Dataset entries:

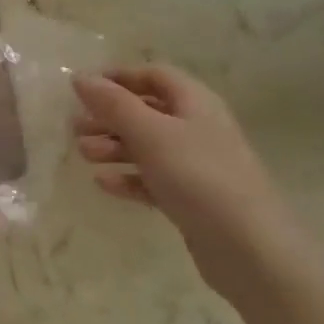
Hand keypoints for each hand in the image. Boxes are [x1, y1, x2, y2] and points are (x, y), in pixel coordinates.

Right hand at [73, 65, 288, 259]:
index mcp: (195, 102)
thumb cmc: (198, 176)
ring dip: (114, 146)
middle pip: (147, 111)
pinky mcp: (192, 199)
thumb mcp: (150, 133)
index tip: (84, 88)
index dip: (120, 77)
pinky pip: (154, 179)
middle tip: (74, 127)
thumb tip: (80, 77)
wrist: (249, 248)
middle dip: (110, 116)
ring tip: (84, 154)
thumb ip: (114, 104)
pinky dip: (129, 178)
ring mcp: (197, 165)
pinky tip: (104, 184)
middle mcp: (198, 127)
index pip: (154, 76)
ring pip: (148, 147)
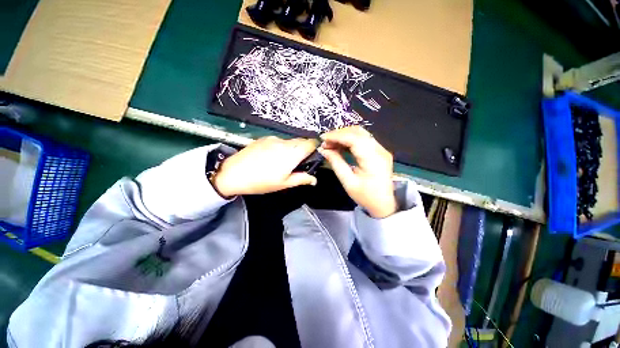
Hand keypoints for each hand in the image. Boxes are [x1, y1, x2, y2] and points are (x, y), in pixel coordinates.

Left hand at [212, 136, 317, 197]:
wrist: (233, 173)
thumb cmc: (261, 181)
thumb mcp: (284, 183)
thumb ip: (302, 179)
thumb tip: (314, 179)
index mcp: (292, 153)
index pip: (311, 143)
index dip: (315, 148)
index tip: (312, 157)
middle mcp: (284, 142)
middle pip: (301, 141)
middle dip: (303, 150)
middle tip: (297, 164)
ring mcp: (273, 139)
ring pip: (289, 141)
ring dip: (291, 149)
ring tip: (282, 163)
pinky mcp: (263, 139)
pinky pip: (278, 141)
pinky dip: (281, 147)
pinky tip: (271, 158)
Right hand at [318, 126, 396, 217]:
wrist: (384, 204)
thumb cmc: (366, 196)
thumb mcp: (348, 182)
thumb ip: (336, 163)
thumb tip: (323, 150)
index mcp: (373, 159)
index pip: (353, 138)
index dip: (336, 136)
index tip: (322, 138)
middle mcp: (379, 150)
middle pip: (358, 132)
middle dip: (339, 134)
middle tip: (325, 143)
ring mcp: (381, 149)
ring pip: (360, 134)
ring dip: (344, 136)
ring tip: (331, 144)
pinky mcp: (379, 151)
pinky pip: (363, 139)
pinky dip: (350, 140)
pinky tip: (340, 146)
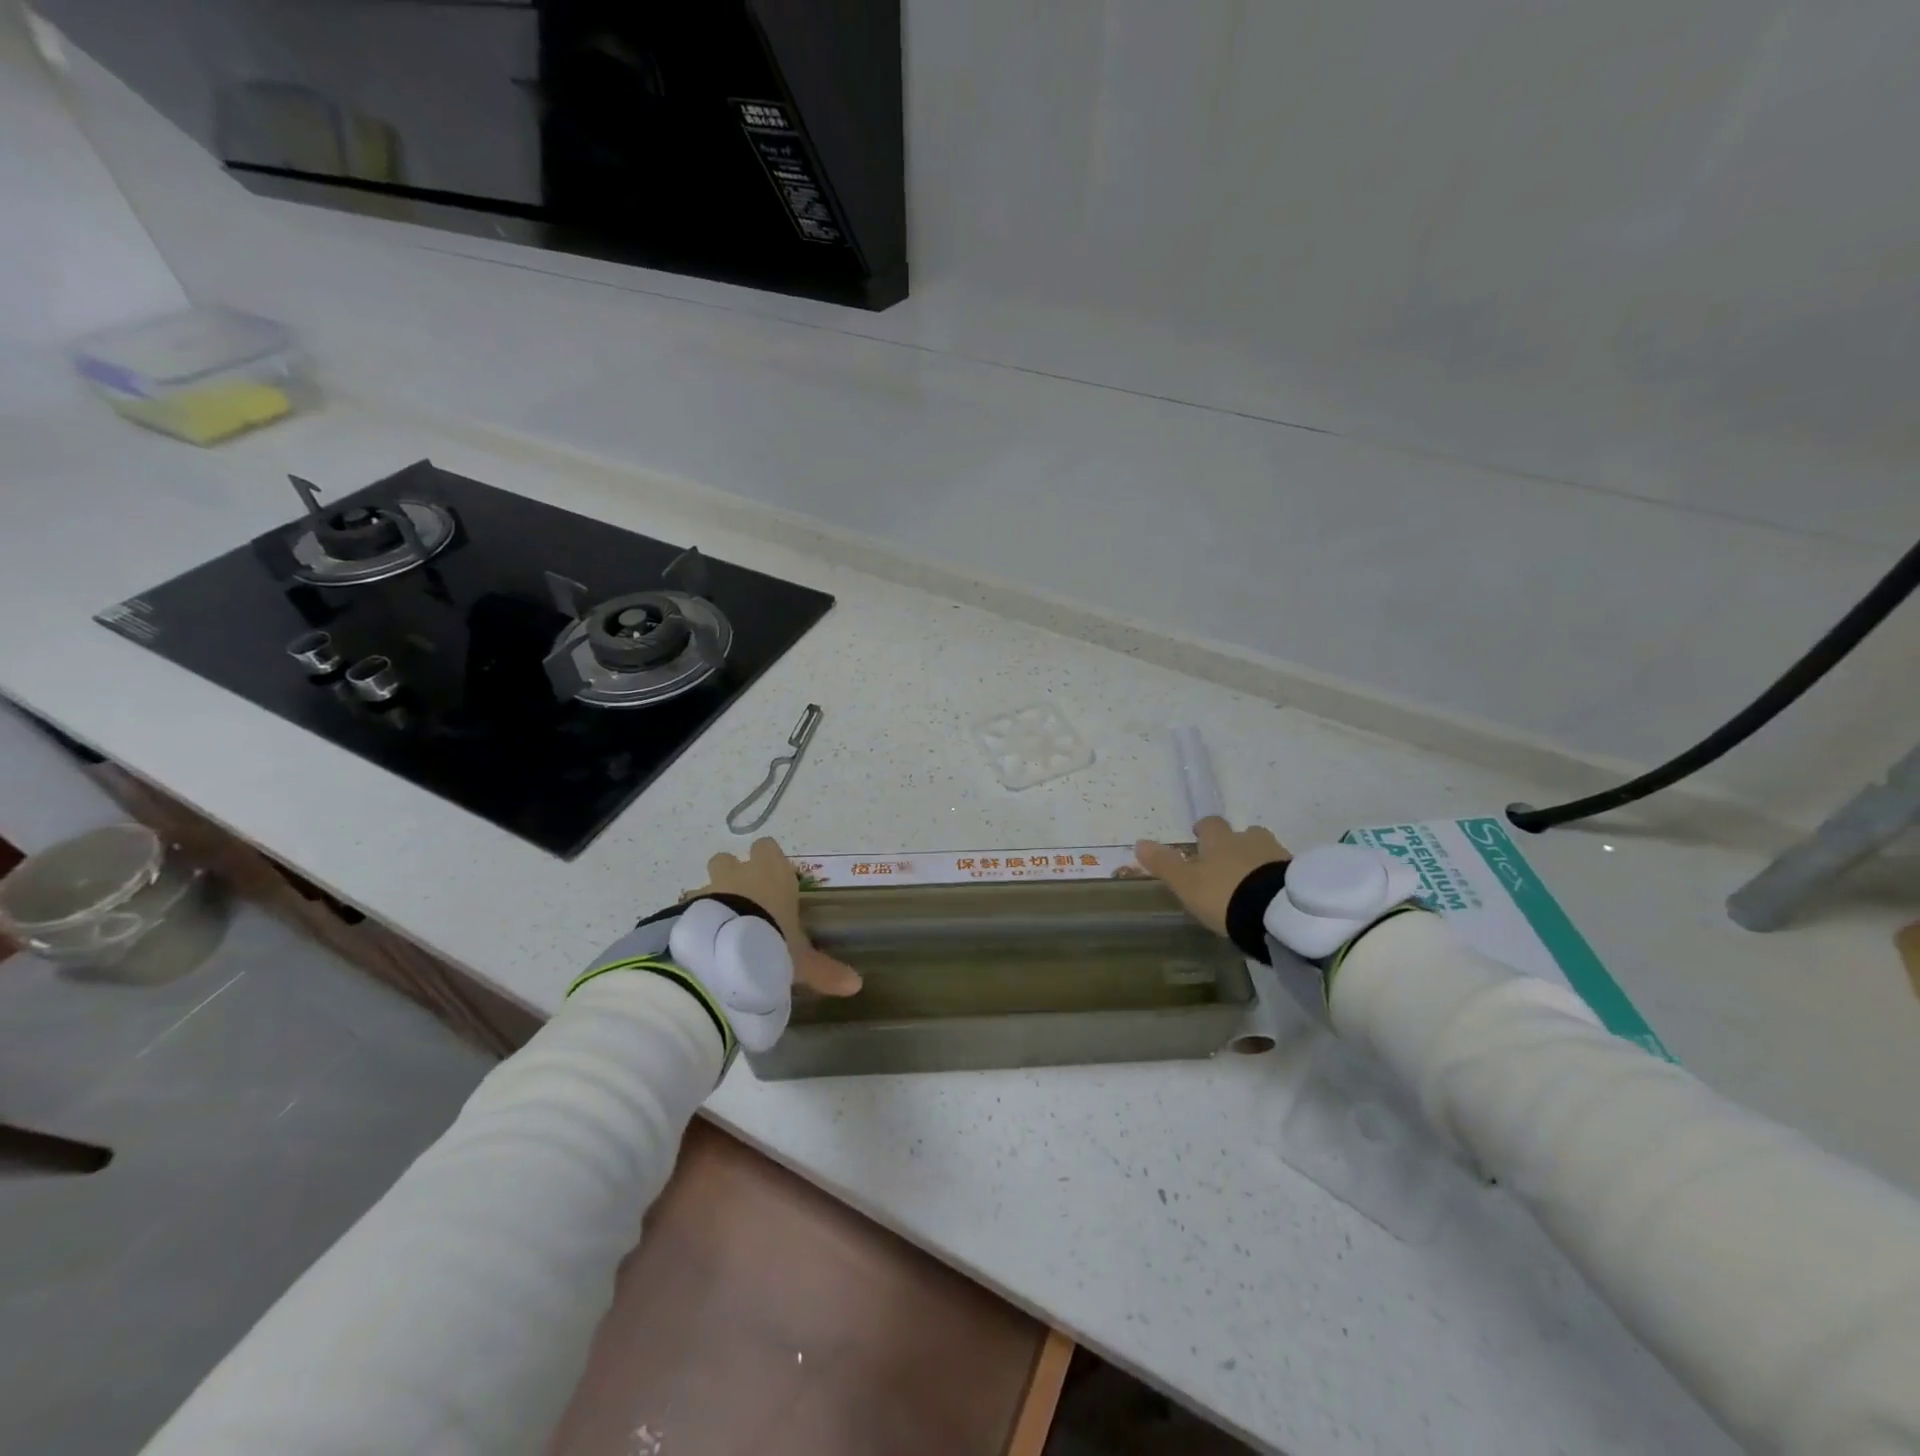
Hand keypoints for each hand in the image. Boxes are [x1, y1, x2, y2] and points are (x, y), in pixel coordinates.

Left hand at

§ TASK BRIEF:
The answer must be every line of the data that holds the word "thumb".

§ EXPECTED OUTPUT:
thumb cmc: (198, 176)
thumb mcp: (150, 133)
thumb tip: (80, 77)
thumb ip: (114, 104)
thumb cmc: (261, 181)
thumb mcp: (284, 183)
thumb ip: (302, 179)
thumb tip: (314, 179)
thumb cmc: (366, 196)
thumb mcp: (348, 182)
thumb ip: (336, 163)
thumb tip: (323, 150)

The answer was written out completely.